On 04/12/2013 01:24 AM, Andrew Morton wrote:
> On Thu, 11 Apr 2013 15:30:00 +0400 Pavel Emelyanov <xemul@...allels.com> wrote:
> 
>> The soft-dirty is a bit on a PTE which helps to track which pages a task
>> writes to. In order to do this tracking one should
>>
>>   1. Clear soft-dirty bits from PTEs ("echo 4 > /proc/PID/clear_refs)
>>   2. Wait some time.
>>   3. Read soft-dirty bits (55'th in /proc/PID/pagemap2 entries)
>>
>> To do this tracking, the writable bit is cleared from PTEs when the
>> soft-dirty bit is. Thus, after this, when the task tries to modify a page
>> at some virtual address the #PF occurs and the kernel sets the soft-dirty
>> bit on the respective PTE.
>>
>> Note, that although all the task's address space is marked as r/o after the
>> soft-dirty bits clear, the #PF-s that occur after that are processed fast.
>> This is so, since the pages are still mapped to physical memory, and thus
>> all the kernel does is finds this fact out and puts back writable, dirty
>> and soft-dirty bits on the PTE.
>>
>> Another thing to note, is that when mremap moves PTEs they are marked with
>> soft-dirty as well, since from the user perspective mremap modifies the
>> virtual memory at mremap's new address.
>>
>> ...
>>
>> +config MEM_SOFT_DIRTY
>> +	bool "Track memory changes"
>> +	depends on CHECKPOINT_RESTORE && X86
> 
> I guess we can add the CHECKPOINT_RESTORE dependency for now, but it is
> a general facility and I expect others will want to get their hands on
> it for unrelated things.

OK. Just tell me when you need the dependency removing patch.

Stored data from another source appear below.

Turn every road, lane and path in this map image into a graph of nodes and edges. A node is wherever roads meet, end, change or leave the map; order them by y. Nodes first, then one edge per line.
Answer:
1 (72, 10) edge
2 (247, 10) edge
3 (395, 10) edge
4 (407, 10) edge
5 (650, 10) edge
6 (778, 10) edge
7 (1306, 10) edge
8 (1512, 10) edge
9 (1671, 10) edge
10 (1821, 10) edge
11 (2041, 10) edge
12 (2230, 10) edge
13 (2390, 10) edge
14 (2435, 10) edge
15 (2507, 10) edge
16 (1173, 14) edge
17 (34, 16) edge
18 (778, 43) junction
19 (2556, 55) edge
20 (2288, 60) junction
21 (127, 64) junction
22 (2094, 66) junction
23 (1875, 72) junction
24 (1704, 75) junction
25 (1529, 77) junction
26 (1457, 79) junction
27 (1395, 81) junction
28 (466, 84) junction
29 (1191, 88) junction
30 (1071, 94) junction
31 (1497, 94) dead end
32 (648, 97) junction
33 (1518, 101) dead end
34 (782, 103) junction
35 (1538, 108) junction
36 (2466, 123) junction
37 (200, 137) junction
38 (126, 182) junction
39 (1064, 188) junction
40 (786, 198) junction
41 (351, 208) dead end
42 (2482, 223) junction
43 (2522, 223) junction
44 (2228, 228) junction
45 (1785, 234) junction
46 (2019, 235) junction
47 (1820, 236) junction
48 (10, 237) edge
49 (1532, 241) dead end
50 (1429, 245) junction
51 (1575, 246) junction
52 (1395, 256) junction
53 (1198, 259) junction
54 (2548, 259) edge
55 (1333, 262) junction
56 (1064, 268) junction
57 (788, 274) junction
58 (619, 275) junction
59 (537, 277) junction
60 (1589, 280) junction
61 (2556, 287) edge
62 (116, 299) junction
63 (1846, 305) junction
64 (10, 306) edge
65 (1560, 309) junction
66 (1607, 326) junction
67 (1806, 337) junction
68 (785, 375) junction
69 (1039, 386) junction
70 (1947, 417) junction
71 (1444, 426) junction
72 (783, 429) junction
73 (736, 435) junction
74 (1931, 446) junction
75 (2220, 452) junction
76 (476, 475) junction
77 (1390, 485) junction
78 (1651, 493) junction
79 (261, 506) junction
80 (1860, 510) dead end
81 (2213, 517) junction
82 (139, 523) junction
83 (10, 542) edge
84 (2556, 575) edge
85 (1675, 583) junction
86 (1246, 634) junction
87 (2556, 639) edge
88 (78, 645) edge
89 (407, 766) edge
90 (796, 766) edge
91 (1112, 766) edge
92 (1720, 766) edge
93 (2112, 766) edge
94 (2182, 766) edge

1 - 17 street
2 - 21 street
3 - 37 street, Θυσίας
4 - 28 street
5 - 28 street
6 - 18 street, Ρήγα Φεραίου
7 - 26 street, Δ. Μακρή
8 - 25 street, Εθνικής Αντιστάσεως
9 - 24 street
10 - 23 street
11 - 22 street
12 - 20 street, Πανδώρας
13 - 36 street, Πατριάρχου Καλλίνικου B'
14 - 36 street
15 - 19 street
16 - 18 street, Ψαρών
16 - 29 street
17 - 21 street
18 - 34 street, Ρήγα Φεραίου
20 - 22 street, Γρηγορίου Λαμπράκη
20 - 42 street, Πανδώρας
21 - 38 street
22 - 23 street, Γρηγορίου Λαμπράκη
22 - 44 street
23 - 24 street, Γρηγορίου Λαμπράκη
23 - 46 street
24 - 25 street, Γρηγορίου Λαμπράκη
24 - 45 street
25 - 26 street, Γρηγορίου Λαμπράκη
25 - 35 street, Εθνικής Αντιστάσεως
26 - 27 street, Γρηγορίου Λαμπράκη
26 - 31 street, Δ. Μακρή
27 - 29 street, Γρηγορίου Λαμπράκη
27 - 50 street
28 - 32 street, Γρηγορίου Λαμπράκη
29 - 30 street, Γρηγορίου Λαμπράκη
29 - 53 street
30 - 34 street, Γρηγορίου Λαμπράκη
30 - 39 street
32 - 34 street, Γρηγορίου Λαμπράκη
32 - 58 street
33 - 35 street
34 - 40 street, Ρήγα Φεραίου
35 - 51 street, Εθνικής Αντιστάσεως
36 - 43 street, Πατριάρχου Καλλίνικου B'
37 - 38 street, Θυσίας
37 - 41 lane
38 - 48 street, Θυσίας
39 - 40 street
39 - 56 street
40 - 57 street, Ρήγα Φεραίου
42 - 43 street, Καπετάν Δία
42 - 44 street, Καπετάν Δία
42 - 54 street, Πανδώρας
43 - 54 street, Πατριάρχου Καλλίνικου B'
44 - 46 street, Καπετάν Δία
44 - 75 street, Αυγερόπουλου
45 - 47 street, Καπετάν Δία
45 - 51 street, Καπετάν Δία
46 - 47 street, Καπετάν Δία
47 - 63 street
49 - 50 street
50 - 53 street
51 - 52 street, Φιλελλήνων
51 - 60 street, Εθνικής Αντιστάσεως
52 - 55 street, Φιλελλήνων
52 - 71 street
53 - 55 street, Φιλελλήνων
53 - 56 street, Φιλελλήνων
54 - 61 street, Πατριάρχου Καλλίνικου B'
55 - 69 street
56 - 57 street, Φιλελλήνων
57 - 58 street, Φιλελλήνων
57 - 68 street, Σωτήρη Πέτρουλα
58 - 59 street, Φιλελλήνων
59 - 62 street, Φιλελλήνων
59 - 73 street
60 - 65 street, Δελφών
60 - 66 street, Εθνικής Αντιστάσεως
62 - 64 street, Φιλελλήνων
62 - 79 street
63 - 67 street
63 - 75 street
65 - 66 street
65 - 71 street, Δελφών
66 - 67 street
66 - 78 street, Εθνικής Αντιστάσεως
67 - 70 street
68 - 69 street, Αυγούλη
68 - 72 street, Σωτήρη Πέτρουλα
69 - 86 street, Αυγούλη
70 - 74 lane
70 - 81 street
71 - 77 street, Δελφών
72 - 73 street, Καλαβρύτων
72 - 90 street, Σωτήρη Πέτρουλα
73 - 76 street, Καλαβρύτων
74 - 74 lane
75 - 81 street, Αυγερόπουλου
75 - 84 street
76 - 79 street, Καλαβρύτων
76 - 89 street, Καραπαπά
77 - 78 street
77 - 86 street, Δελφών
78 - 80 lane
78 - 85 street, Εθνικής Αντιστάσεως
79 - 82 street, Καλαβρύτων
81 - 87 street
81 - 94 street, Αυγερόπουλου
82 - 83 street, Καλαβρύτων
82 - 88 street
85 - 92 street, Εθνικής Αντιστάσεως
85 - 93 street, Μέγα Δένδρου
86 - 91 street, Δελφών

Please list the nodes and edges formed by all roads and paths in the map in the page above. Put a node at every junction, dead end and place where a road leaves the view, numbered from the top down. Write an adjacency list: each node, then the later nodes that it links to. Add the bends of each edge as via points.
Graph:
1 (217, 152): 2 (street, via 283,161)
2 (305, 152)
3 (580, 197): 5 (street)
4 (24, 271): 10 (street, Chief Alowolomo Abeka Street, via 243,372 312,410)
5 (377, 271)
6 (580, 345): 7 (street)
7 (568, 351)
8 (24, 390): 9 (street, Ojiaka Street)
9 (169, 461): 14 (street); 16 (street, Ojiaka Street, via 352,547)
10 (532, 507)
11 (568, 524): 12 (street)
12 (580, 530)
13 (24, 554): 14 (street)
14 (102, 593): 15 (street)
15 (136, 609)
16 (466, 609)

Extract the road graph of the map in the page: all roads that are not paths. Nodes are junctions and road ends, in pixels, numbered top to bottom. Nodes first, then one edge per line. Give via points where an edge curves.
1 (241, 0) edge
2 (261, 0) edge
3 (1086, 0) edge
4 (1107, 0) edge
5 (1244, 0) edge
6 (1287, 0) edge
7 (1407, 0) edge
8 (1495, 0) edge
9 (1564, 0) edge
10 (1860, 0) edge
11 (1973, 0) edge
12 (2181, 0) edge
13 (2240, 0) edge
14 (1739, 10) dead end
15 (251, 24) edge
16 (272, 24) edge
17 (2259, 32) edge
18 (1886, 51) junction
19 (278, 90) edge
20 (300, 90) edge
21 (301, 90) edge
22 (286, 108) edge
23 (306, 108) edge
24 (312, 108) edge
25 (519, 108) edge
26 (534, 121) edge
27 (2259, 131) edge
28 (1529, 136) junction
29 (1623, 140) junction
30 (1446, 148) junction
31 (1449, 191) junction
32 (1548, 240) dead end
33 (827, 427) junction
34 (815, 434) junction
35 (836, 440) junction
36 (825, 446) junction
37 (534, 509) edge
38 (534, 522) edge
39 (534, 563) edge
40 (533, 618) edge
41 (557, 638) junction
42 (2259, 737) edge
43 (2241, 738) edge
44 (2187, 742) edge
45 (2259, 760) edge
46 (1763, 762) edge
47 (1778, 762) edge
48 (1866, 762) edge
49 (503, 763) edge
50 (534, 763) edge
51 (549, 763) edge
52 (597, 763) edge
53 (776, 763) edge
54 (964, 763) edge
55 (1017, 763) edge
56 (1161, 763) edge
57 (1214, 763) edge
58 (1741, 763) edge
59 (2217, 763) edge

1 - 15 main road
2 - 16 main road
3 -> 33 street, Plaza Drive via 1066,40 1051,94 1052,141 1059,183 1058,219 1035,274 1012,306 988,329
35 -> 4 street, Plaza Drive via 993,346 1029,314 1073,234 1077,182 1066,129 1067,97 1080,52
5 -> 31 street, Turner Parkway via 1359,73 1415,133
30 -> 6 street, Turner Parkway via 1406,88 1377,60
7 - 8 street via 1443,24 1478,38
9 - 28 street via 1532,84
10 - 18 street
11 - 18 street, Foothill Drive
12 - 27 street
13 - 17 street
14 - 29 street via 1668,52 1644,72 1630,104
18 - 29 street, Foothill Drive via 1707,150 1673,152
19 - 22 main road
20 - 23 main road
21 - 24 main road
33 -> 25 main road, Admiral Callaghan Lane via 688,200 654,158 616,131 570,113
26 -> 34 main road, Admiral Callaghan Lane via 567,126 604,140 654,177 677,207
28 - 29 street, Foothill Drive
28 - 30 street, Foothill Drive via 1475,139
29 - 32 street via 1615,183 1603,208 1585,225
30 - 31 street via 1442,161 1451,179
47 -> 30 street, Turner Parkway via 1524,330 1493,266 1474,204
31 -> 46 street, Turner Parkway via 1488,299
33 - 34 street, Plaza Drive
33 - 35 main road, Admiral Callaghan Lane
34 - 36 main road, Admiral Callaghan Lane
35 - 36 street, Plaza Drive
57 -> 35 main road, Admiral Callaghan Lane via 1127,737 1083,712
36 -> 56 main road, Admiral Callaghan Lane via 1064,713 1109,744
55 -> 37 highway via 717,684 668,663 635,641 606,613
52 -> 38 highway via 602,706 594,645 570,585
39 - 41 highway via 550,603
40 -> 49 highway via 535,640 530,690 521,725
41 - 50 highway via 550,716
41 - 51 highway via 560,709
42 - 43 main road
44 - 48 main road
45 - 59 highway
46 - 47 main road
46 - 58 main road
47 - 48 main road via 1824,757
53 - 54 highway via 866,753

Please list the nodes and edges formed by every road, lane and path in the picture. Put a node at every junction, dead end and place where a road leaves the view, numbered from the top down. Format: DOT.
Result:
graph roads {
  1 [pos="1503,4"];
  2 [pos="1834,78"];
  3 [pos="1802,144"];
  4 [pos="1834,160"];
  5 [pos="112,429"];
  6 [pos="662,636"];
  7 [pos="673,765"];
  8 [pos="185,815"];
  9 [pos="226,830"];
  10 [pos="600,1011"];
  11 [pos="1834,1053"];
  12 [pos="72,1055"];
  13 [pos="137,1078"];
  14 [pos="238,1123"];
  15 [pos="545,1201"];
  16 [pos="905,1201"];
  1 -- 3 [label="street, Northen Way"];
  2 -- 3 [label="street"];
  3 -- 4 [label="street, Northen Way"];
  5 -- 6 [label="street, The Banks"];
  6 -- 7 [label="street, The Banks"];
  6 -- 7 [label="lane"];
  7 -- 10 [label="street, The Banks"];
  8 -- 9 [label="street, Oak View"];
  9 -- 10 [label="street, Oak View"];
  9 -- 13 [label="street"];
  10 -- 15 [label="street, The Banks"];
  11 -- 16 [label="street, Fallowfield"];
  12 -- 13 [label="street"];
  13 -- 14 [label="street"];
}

>>>From that perspective, the dependency on X86 is awful.  What's the
> problem here and what do other architectures need to do to be able to
> support the feature?

The problem here is that I don't know what free bits are available on
page table entries on other architectures. I was about to resolve this
for ARM very soon, but for the rest of them I need help from other people.

> You have a test application, I assume.  It would be helpful if we could
> get that into tools/testing/selftests.

If a very stupid 10-lines test is OK, then I can cook a patch with it.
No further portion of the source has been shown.